- Basic Info
a medical ga -
CategoryHerbs & Supplements
Note: This review does not cover vitamin O that contains germanium. Please see the individual monograph on germanium for more information.
Oxygen is an integral part of human existence. Some have dubbed this element as "vitamin O," even though it is not a true vitamin. Proponents of vitamin O claim that disease occurs because the body is lacking in oxygen. Therefore, by ingesting oxygen through vitamin O supplements, these ailments can be reversed.
There appears to be two types of vitamin O products on the market. The first is an expensive health supplement that is composed largely of salt water and "stabilized" or "aerobic" oxygen. Companies, such as RGarden, marketed vitamin O (without germanium) claiming that it could cure or prevent serious diseases such as cancer, heart disease, and lung disease and when taken by mouth, enrich the bloodstream with supplemental oxygen. These claims were never substantiated with scientific evidence; however, numerous testimonials mention the effects of vitamin O on a variety of conditions. The second vitamin O product contains germanium, which when synthetically derived may be nontoxic and safe at high doses.

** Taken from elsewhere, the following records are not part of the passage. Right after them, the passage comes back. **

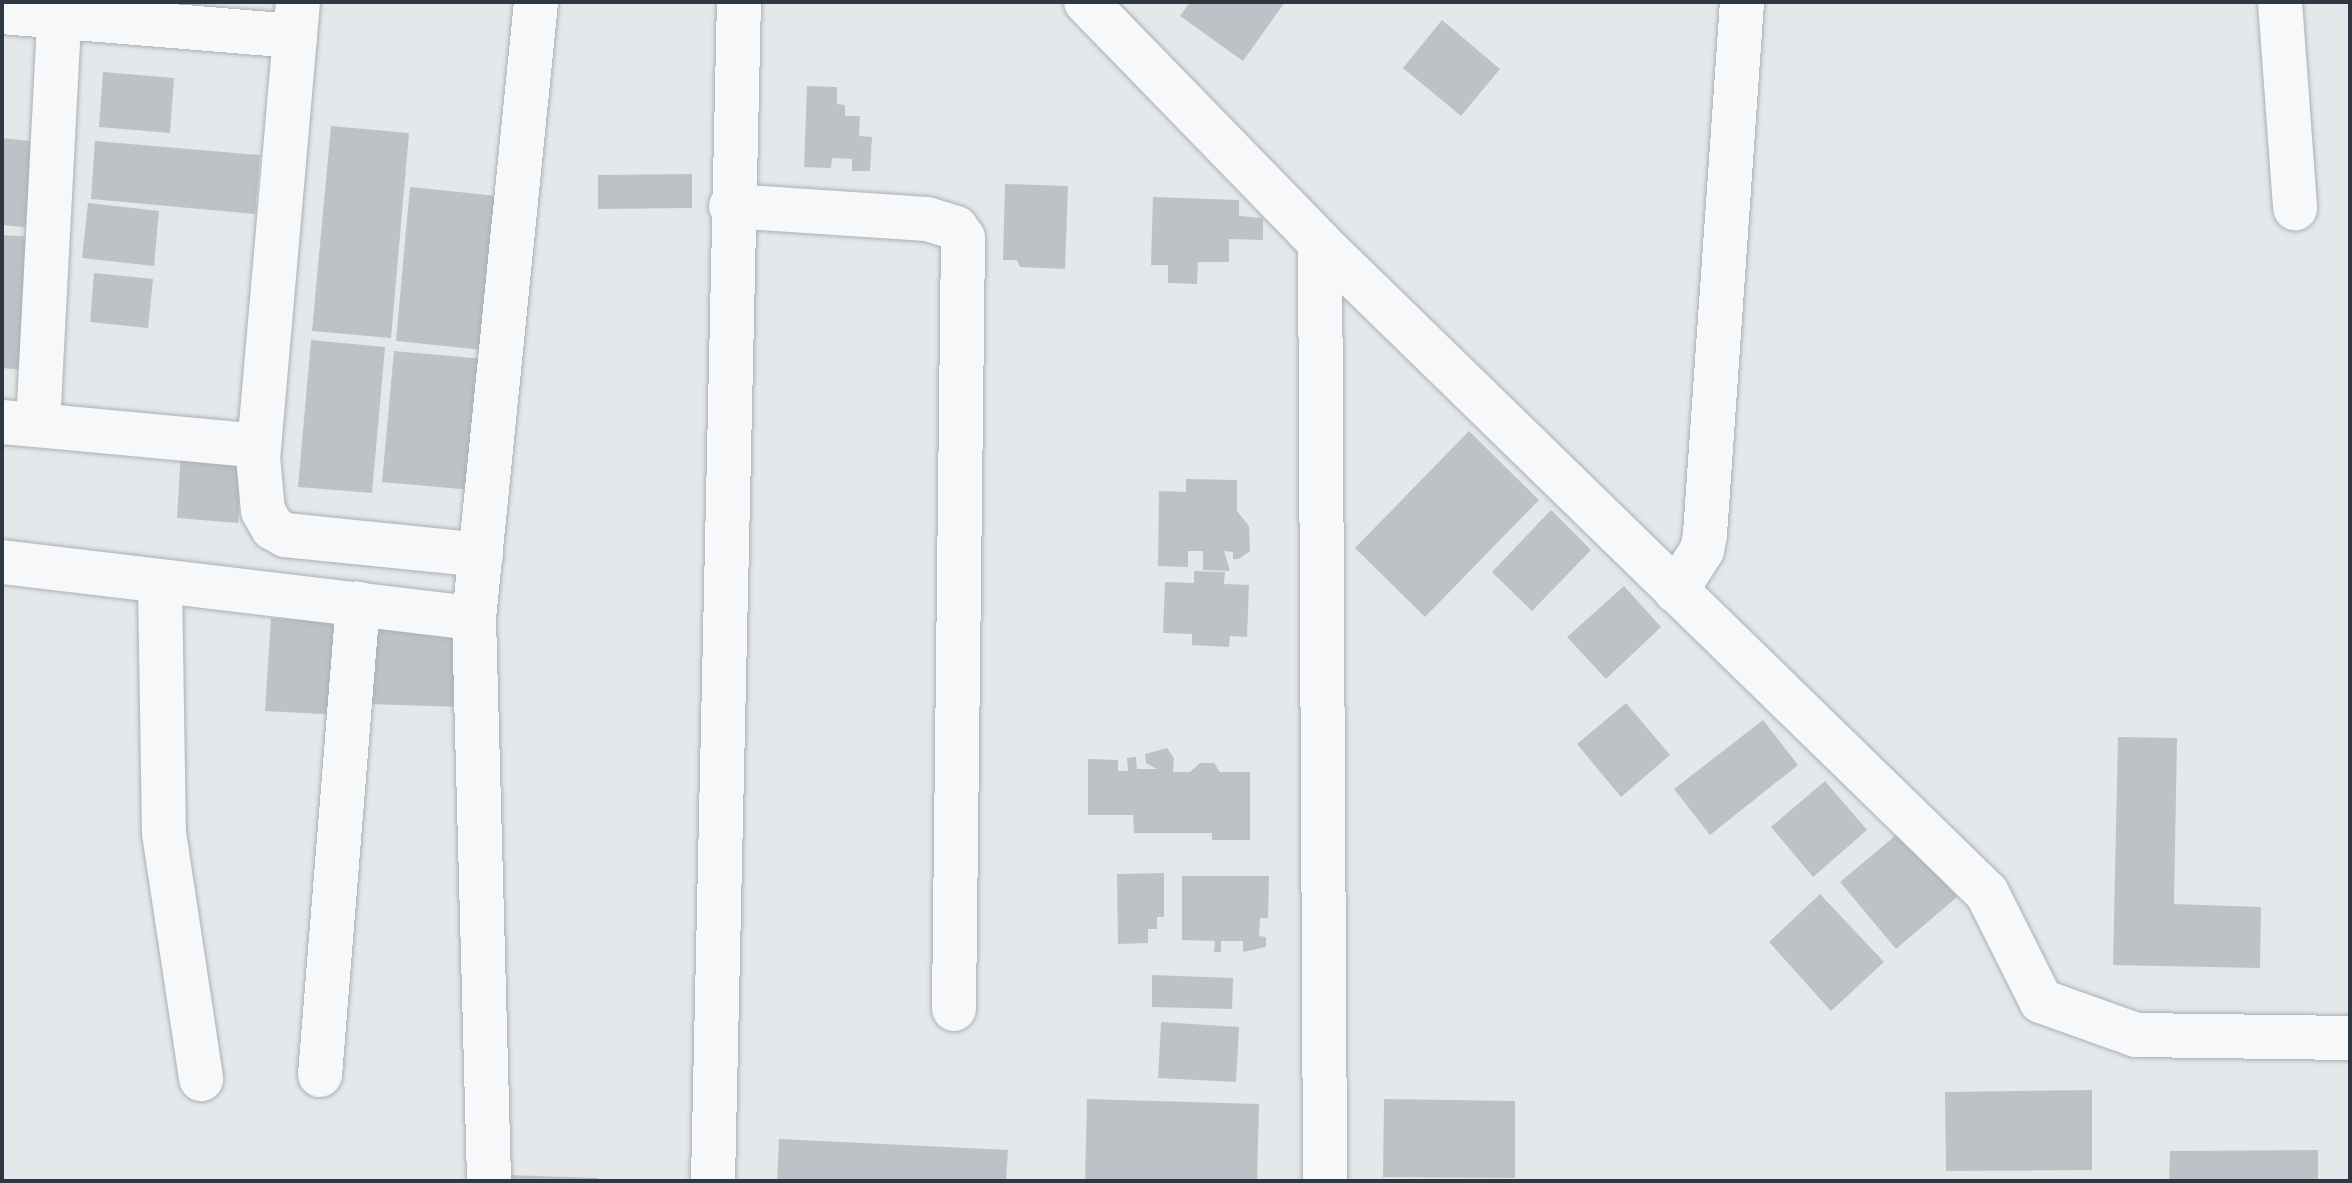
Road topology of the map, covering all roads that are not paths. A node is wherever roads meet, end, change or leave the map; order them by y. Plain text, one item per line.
1 (536, 2) edge
2 (739, 2) edge
3 (1086, 2) edge
4 (1742, 2) edge
5 (2280, 2) edge
6 (59, 10) edge
7 (2, 12) edge
8 (297, 19) edge
9 (731, 206) junction
10 (2295, 208) dead end
11 (1320, 243) junction
12 (20, 423) edge
13 (259, 446) junction
14 (481, 555) junction
15 (2, 562) edge
16 (160, 581) junction
17 (1676, 591) junction
18 (358, 604) junction
19 (474, 618) junction
20 (954, 1009) dead end
21 (2350, 1038) edge
22 (320, 1075) dead end
23 (201, 1079) dead end
24 (489, 1181) edge
25 (713, 1181) edge
26 (1325, 1181) edge

1 - 14 street
2 - 9 street
3 - 11 street
4 - 17 street
5 - 10 street
6 - 7 street
6 - 8 street
6 - 12 street
8 - 13 street
9 - 20 street
9 - 25 street
11 - 17 street
11 - 26 street
12 - 13 street
13 - 14 street
14 - 19 street
15 - 16 street
16 - 18 street
16 - 23 street
17 - 21 street
18 - 19 street
18 - 22 street
19 - 24 street

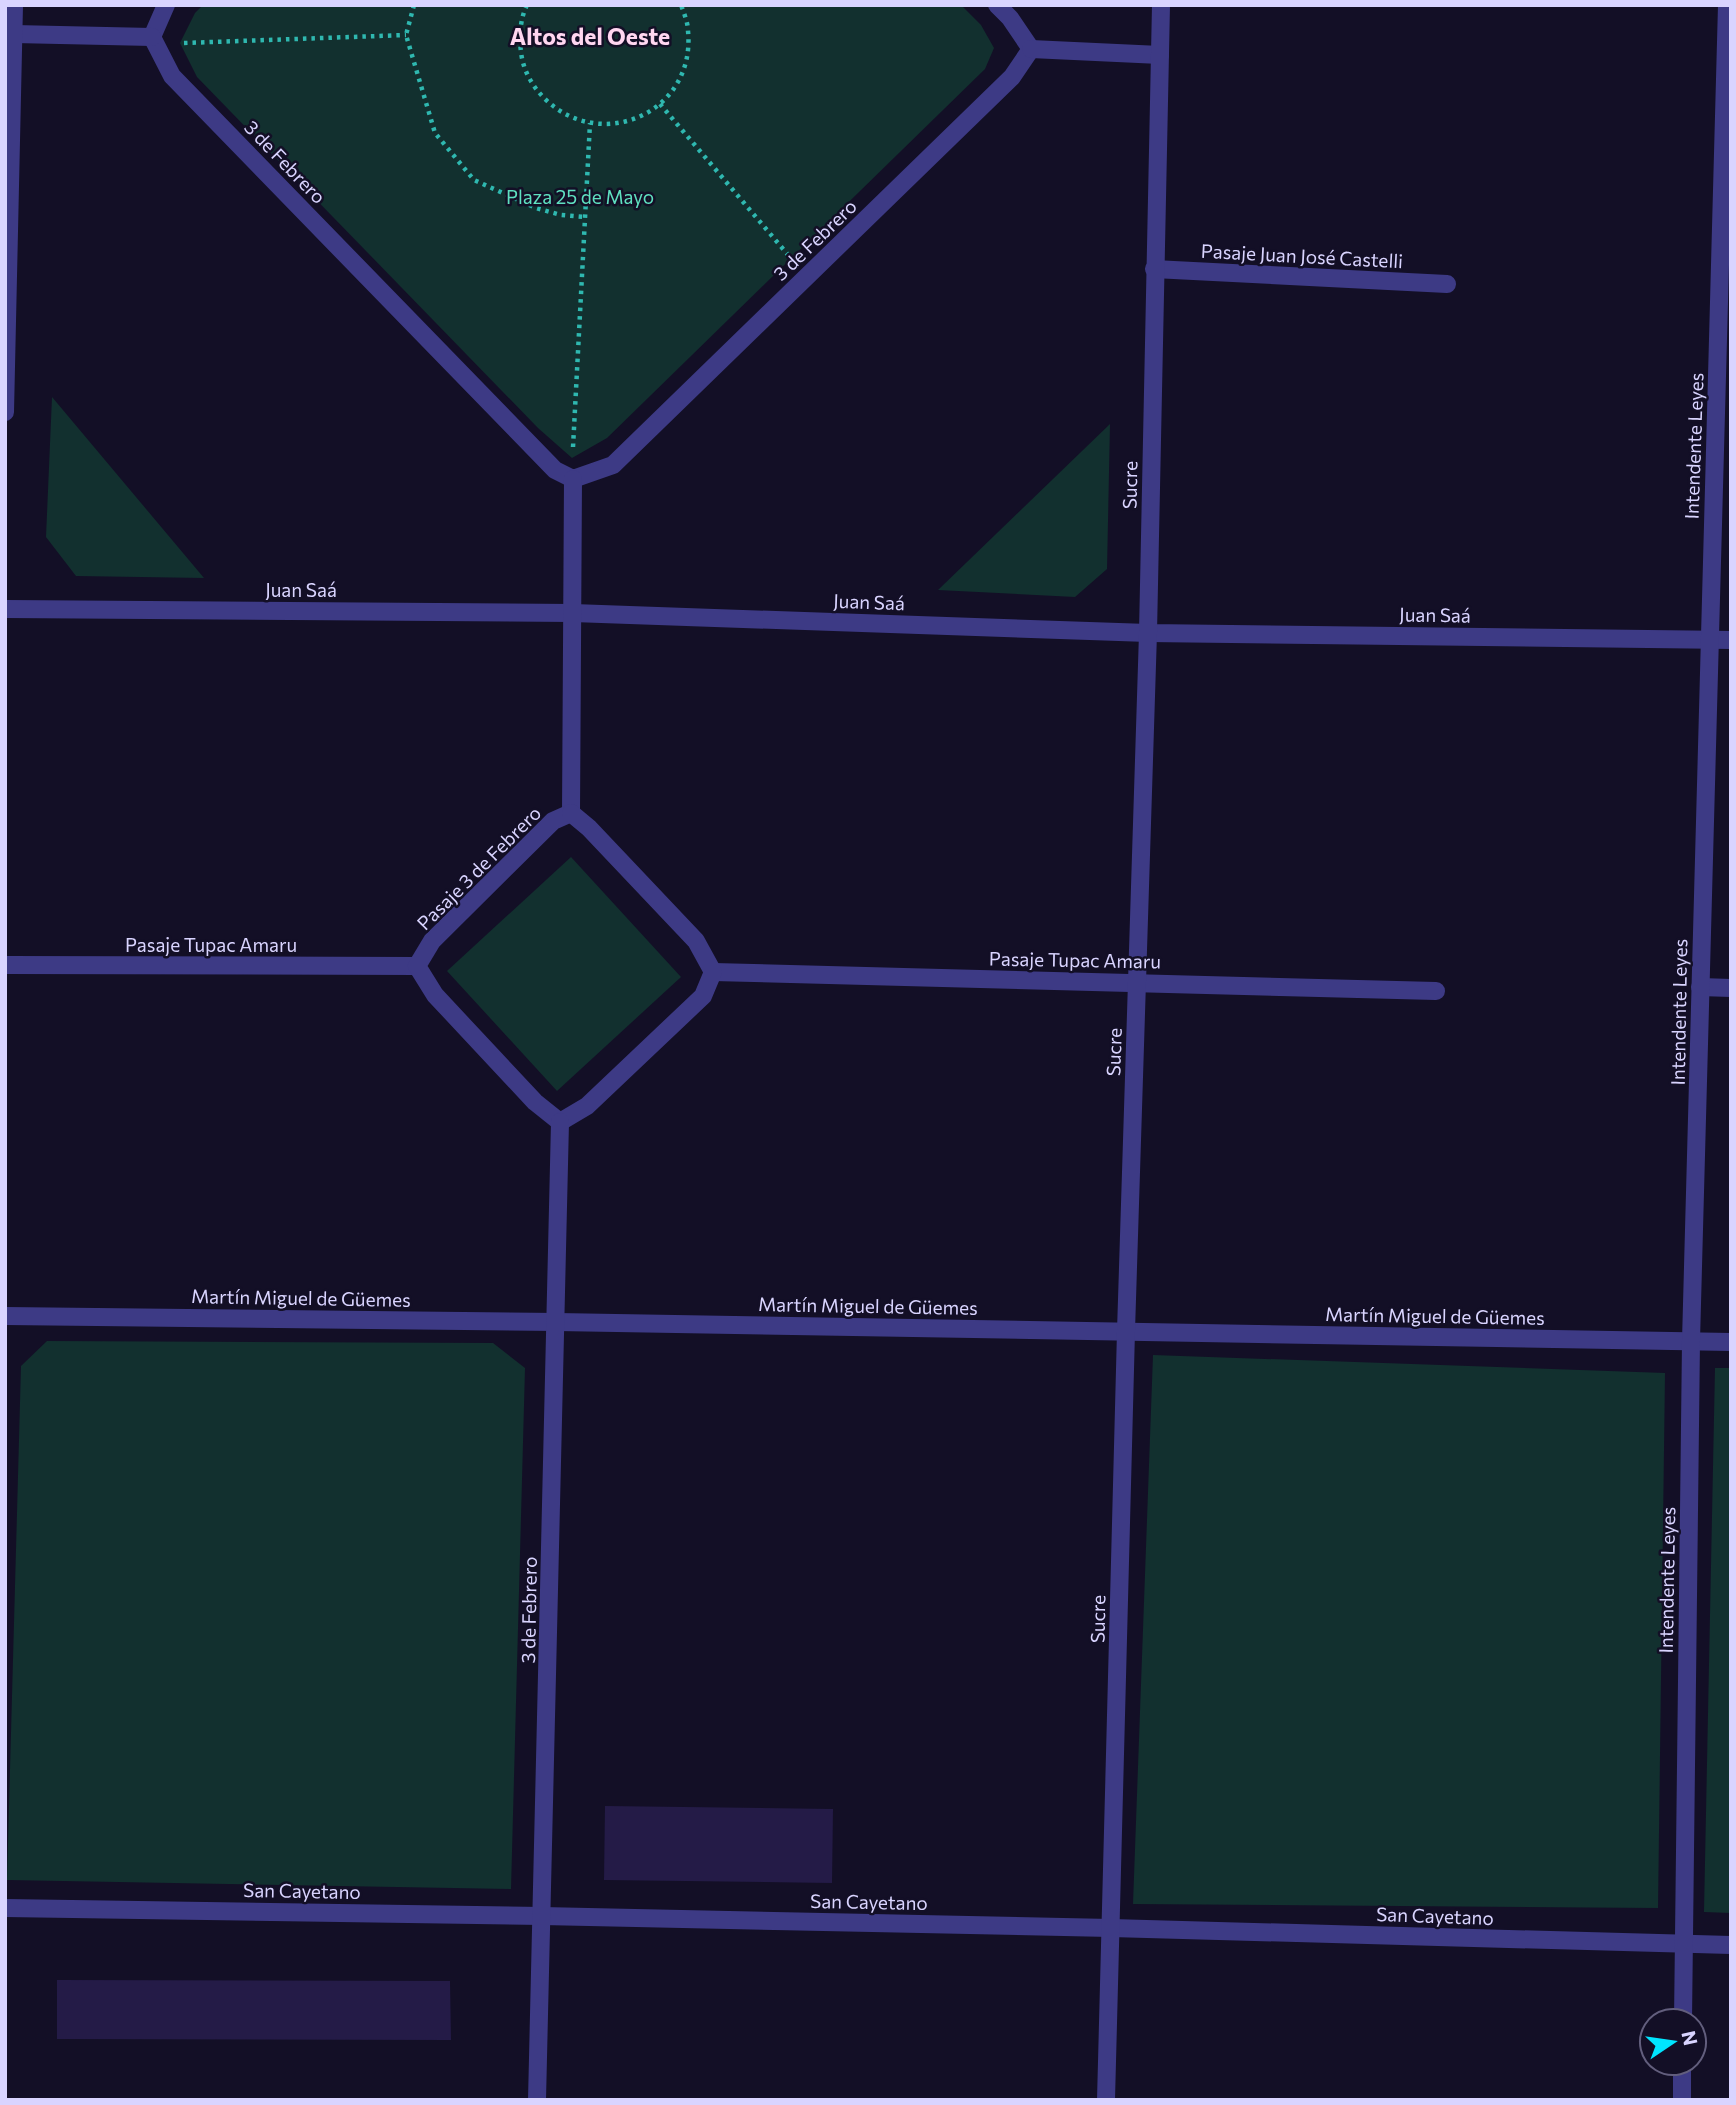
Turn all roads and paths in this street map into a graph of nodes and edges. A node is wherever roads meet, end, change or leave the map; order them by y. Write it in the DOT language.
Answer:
graph roads {
  1 [pos="14,5"];
  2 [pos="166,5"];
  3 [pos="414,5"];
  4 [pos="527,5"];
  5 [pos="681,5"];
  6 [pos="997,5"];
  7 [pos="1161,5"];
  8 [pos="1727,5"];
  9 [pos="14,34"];
  10 [pos="406,35"];
  11 [pos="152,37"];
  12 [pos="180,43"];
  13 [pos="1031,49"];
  14 [pos="1160,55"];
  15 [pos="660,104"];
  16 [pos="590,123"];
  17 [pos="585,218"];
  18 [pos="7,255"];
  19 [pos="791,259"];
  20 [pos="1154,270"];
  21 [pos="1447,284"];
  22 [pos="1725,289"];
  23 [pos="5,412"];
  24 [pos="572,458"];
  25 [pos="573,479"];
  26 [pos="5,610"];
  27 [pos="573,613"];
  28 [pos="1148,633"];
  29 [pos="1710,639"];
  30 [pos="1731,640"];
  31 [pos="571,813"];
  32 [pos="5,965"];
  33 [pos="417,967"];
  34 [pos="713,972"];
  35 [pos="1137,982"];
  36 [pos="1700,987"];
  37 [pos="1731,988"];
  38 [pos="1436,990"];
  39 [pos="560,1122"];
  40 [pos="5,1316"];
  41 [pos="557,1322"];
  42 [pos="1126,1331"];
  43 [pos="1691,1341"];
  44 [pos="1731,1342"];
  45 [pos="5,1908"];
  46 [pos="542,1916"];
  47 [pos="1111,1928"];
  48 [pos="1684,1945"];
  49 [pos="1731,1945"];
  50 [pos="1683,2007"];
  51 [pos="1682,2077"];
  52 [pos="537,2100"];
  53 [pos="1106,2100"];
  54 [pos="1682,2100"];
  1 -- 9 [label="street"];
  2 -- 11 [label="street"];
  3 -- 10 [label="path"];
  4 -- 16 [label="path"];
  5 -- 15 [label="path"];
  6 -- 13 [label="street"];
  7 -- 14 [label="street, Sucre"];
  8 -- 22 [label="street, Intendente Leyes"];
  9 -- 11 [label="street"];
  9 -- 18 [label="street"];
  10 -- 12 [label="path"];
  10 -- 17 [label="path"];
  11 -- 25 [label="street, 3 de Febrero"];
  13 -- 14 [label="street"];
  13 -- 25 [label="street, 3 de Febrero"];
  14 -- 20 [label="street, Sucre"];
  15 -- 16 [label="path"];
  15 -- 19 [label="path"];
  16 -- 17 [label="path"];
  17 -- 24 [label="path"];
  18 -- 23 [label="street"];
  20 -- 21 [label="street, Pasaje Juan José Castelli"];
  20 -- 28 [label="street, Sucre"];
  22 -- 29 [label="street, Intendente Leyes"];
  25 -- 27 [label="street"];
  26 -- 27 [label="street, Juan Saá"];
  27 -- 28 [label="street, Juan Saá"];
  27 -- 31 [label="street"];
  28 -- 29 [label="street, Juan Saá"];
  28 -- 35 [label="street, Sucre"];
  29 -- 30 [label="street, Juan Saá"];
  29 -- 36 [label="street, Intendente Leyes"];
  31 -- 33 [label="street, Pasaje 3 de Febrero"];
  31 -- 34 [label="street, Pasaje 3 de Febrero"];
  32 -- 33 [label="street, Pasaje Tupac Amaru"];
  33 -- 39 [label="street"];
  34 -- 35 [label="street, Pasaje Tupac Amaru"];
  34 -- 39 [label="street"];
  35 -- 38 [label="street, Pasaje Tupac Amaru"];
  35 -- 42 [label="street, Sucre"];
  36 -- 37 [label="street"];
  36 -- 43 [label="street, Intendente Leyes"];
  39 -- 41 [label="street, 3 de Febrero"];
  40 -- 41 [label="street, Martín Miguel de Güemes"];
  41 -- 42 [label="street, Martín Miguel de Güemes"];
  41 -- 46 [label="street, 3 de Febrero"];
  42 -- 43 [label="street, Martín Miguel de Güemes"];
  42 -- 47 [label="street, Sucre"];
  43 -- 44 [label="street, Martín Miguel de Güemes"];
  43 -- 48 [label="street, Intendente Leyes"];
  45 -- 46 [label="street, San Cayetano"];
  46 -- 47 [label="street, San Cayetano"];
  46 -- 52 [label="street, 3 de Febrero"];
  47 -- 48 [label="street, San Cayetano"];
  47 -- 53 [label="street, Sucre"];
  48 -- 49 [label="street, San Cayetano"];
  48 -- 50 [label="street, Intendente Leyes"];
  51 -- 54 [label="street"];
}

There is no scientific evidence currently available regarding the effectiveness of vitamin O or the benefit of ingesting stabilized or aerobic oxygen. Vitamin O (oral or topical oxygen) has not been proven to be an effective treatment for its claimed uses.
EvidenceDISCLAIMER: These uses have been tested in humans or animals. Safety and effectiveness have not always been proven. Some of these conditions are potentially serious, and should be evaluated by a qualified healthcare provider.
TraditionWARNING: DISCLAIMER: The below uses are based on tradition, scientific theories, or limited research. They often have not been thoroughly tested in humans, and safety and effectiveness have not always been proven. Some of these conditions are potentially serious, and should be evaluated by a qualified healthcare provider. There may be other proposed uses that are not listed below.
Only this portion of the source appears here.